GCP does not provide means to setup swap at provisioning time. Requests do so are met with.. well not a lot of enthusiasm, probably for very good reasons.

Discussions on whether to use SWAP on a modern system or not never comes with one size fits all answers.

So read up, understand your system and do what's right for you. Also check this interesting (but, ancient) discussion on swap vs. no-swap regarding GCE.

For the lazy

(To be precise, for the lazy running modern day servers)
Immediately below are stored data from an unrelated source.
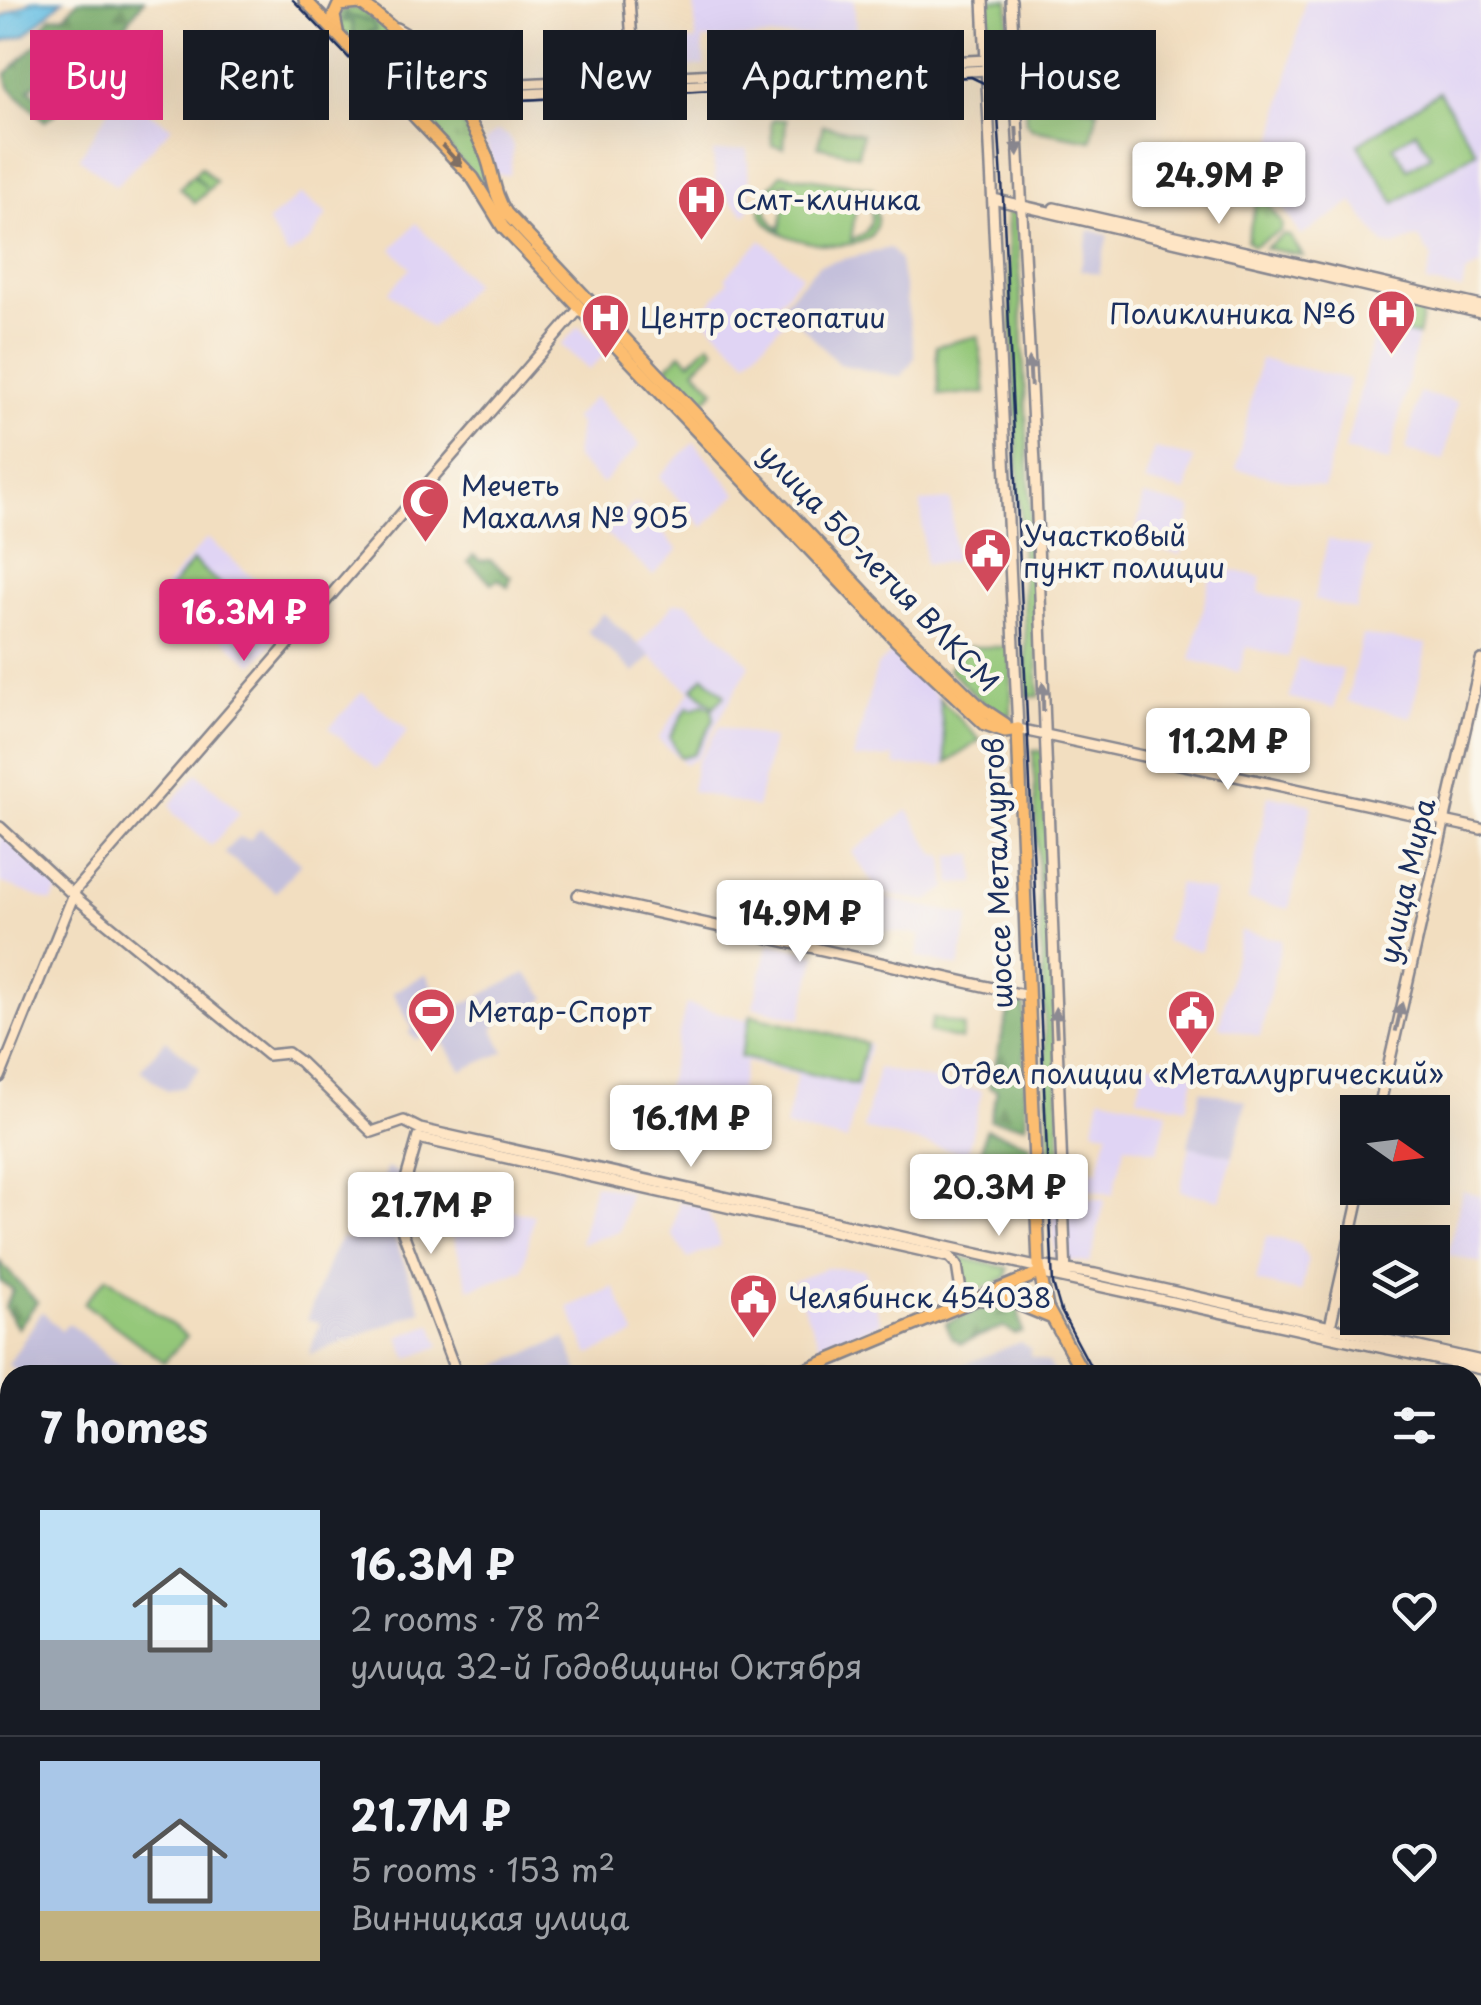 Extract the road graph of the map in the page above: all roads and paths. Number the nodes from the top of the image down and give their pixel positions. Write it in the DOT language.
graph roads {
  1 [pos="305,0"];
  2 [pos="629,0"];
  3 [pos="983,0"];
  4 [pos="1011,0"];
  5 [pos="358,2"];
  6 [pos="389,23"];
  7 [pos="395,30"];
  8 [pos="631,30"];
  9 [pos="985,30"];
  10 [pos="1012,30"];
  11 [pos="337,31"];
  12 [pos="349,44"];
  13 [pos="984,65"];
  14 [pos="687,80"];
  15 [pos="543,84"];
  16 [pos="419,120"];
  17 [pos="465,120"];
  18 [pos="989,120"];
  19 [pos="1016,120"];
  20 [pos="993,199"];
  21 [pos="1020,203"];
  22 [pos="584,304"];
  23 [pos="1481,310"];
  24 [pos="1481,660"];
  25 [pos="1018,729"];
  26 [pos="1043,733"];
  27 [pos="1445,821"];
  28 [pos="0,827"];
  29 [pos="1481,829"];
  30 [pos="74,893"];
  31 [pos="578,895"];
  32 [pos="1028,996"];
  33 [pos="0,1078"];
  34 [pos="1382,1095"];
  35 [pos="419,1134"];
  36 [pos="1357,1205"];
  37 [pos="952,1253"];
  38 [pos="1038,1268"];
  39 [pos="1067,1272"];
  40 [pos="966,1303"];
  41 [pos="1055,1321"];
  42 [pos="1329,1331"];
  43 [pos="1481,1361"];
  44 [pos="453,1365"];
  45 [pos="818,1365"];
  46 [pos="1079,1365"];
  47 [pos="1465,1365"];
  1 -- 11 [label="main road, улица 50-летия ВЛКСМ"];
  2 -- 8 [label="main road"];
  3 -- 9 [label="main road, шоссе Металлургов"];
  4 -- 10 [label="main road, шоссе Металлургов"];
  5 -- 6 [label="main road, улица 50-летия ВЛКСМ"];
  5 -- 11 [label="main road"];
  6 -- 7 [label="main road, улица 50-летия ВЛКСМ"];
  6 -- 15 [label="main road"];
  11 -- 12 [label="main road, улица 50-летия ВЛКСМ"];
  13 -- 14 [label="main road"];
  16 -- 22 [label="main road, улица 50-летия ВЛКСМ, one-way"];
  17 -- 22 [label="main road, улица 50-летия ВЛКСМ"];
  18 -- 20 [label="main road, шоссе Металлургов"];
  19 -- 21 [label="main road, шоссе Металлургов, one-way"];
  20 -- 21 [label="main road"];
  20 -- 25 [label="main road, шоссе Металлургов"];
  21 -- 23 [label="main road"];
  26 -- 21 [label="main road, шоссе Металлургов, one-way"];
  22 -- 25 [label="main road, улица 50-летия ВЛКСМ"];
  22 -- 30 [label="main road"];
  24 -- 27 [label="main road, улица Мира"];
  25 -- 26 [label="main road"];
  25 -- 32 [label="main road, шоссе Металлургов"];
  26 -- 27 [label="main road"];
  39 -- 26 [label="main road, шоссе Металлургов, one-way"];
  27 -- 29 [label="main road"];
  34 -- 27 [label="main road, улица Мира, one-way"];
  28 -- 30 [label="main road"];
  30 -- 33 [label="main road"];
  30 -- 35 [label="main road"];
  31 -- 32 [label="main road"];
  32 -- 38 [label="main road, шоссе Металлургов"];
  35 -- 37 [label="main road"];
  35 -- 44 [label="main road"];
  36 -- 42 [label="main road"];
  37 -- 38 [label="main road"];
  37 -- 40 [label="main road"];
  38 -- 39 [label="main road"];
  38 -- 40 [label="main road"];
  38 -- 41 [label="main road, шоссе Металлургов"];
  39 -- 42 [label="main road"];
  40 -- 41 [label="main road"];
  40 -- 45 [label="main road"];
  41 -- 46 [label="main road, шоссе Металлургов"];
  42 -- 43 [label="main road"];
  42 -- 47 [label="main road"];
} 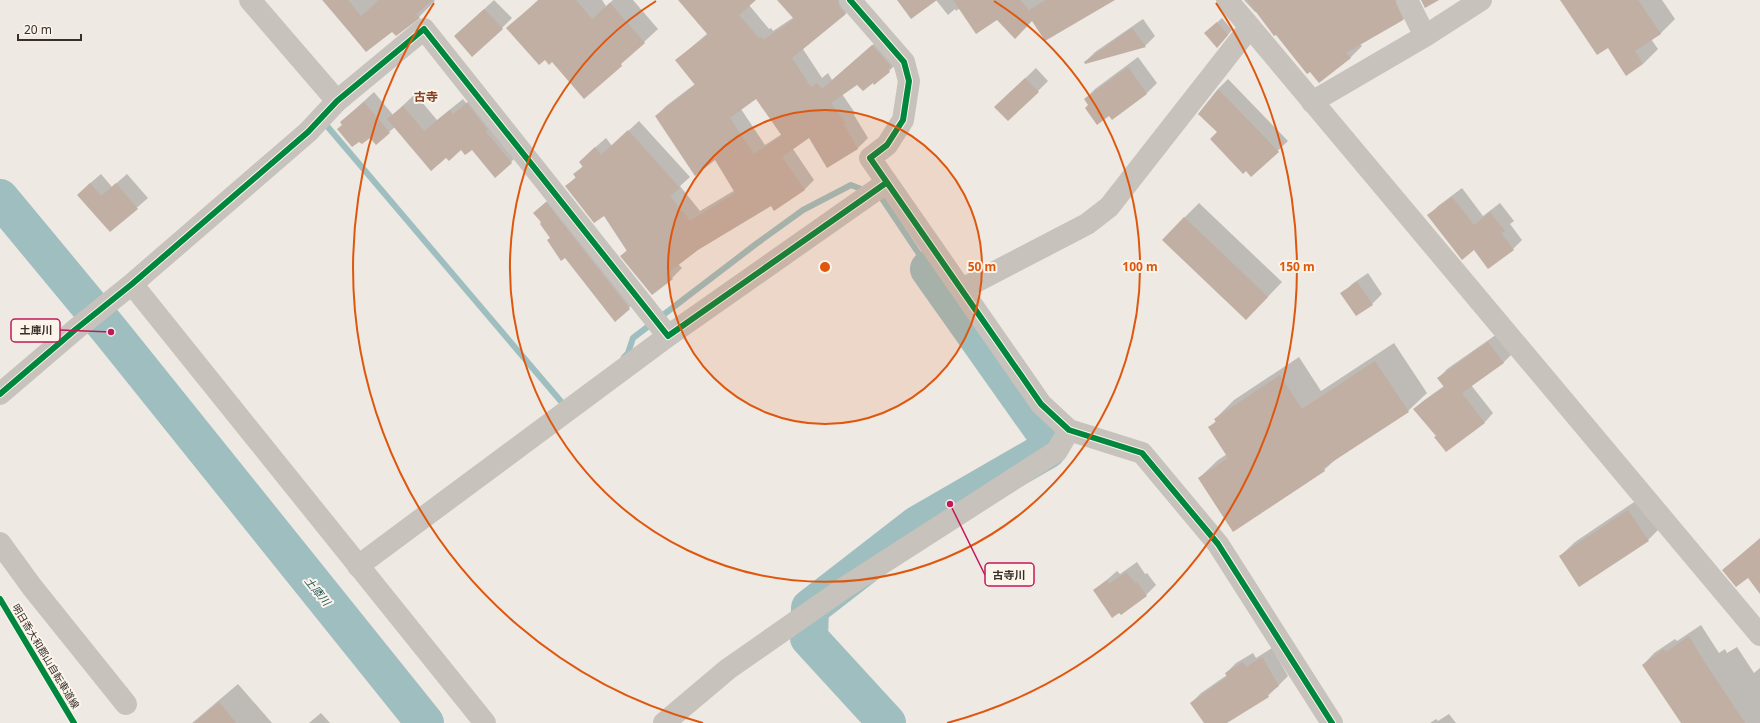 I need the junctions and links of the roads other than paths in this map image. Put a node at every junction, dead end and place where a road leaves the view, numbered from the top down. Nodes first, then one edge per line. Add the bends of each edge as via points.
1 (250, 0) edge
2 (850, 0) edge
3 (1227, 0) edge
4 (1407, 0) edge
5 (1481, 0) edge
6 (1250, 28) junction
7 (1425, 36) junction
8 (337, 101) junction
9 (1312, 102) junction
10 (886, 183) junction
11 (132, 284) junction
12 (962, 289) junction
13 (668, 336) junction
14 (0, 394) edge
15 (1069, 430) junction
16 (0, 543) edge
17 (358, 566) junction
18 (1760, 635) edge
19 (126, 704) dead end
20 (486, 723) edge
21 (664, 723) edge
22 (1332, 723) edge

1 - 8 street
2 - 10 street via 904,62 909,81 903,120 886,145 870,158
3 - 6 street
4 - 7 street
5 - 7 street
6 - 9 street
6 - 12 street via 1109,207 1087,224
7 - 9 street
8 - 11 street via 308,132
8 - 13 street via 424,29
9 - 18 street
10 - 12 street
10 - 13 street
11 - 14 street
11 - 17 street
12 - 15 street via 1041,404
13 - 17 street
15 - 21 street via 1057,451 847,586 728,669
15 - 22 street via 1142,454 1218,544
16 - 19 street
17 - 20 street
In the end, as a bit of a handwavy prescription for all, having swap on is like having an insurance plan. When things go wrong, it'll be there helping by slowing things down instead of making kernel killing something off.

It's unlikely to add much value when you have proper capacity planning, dedicated resources for important services (say, database gets it's own VM), proper configuration tuning in services, superb monitoring/alerting and a plan on what to do when a spike hits.

All that is a lot of work. So it's ok to be lazy and throw in a swapfile and let things slow down to a crawl when things go awry. Am I right?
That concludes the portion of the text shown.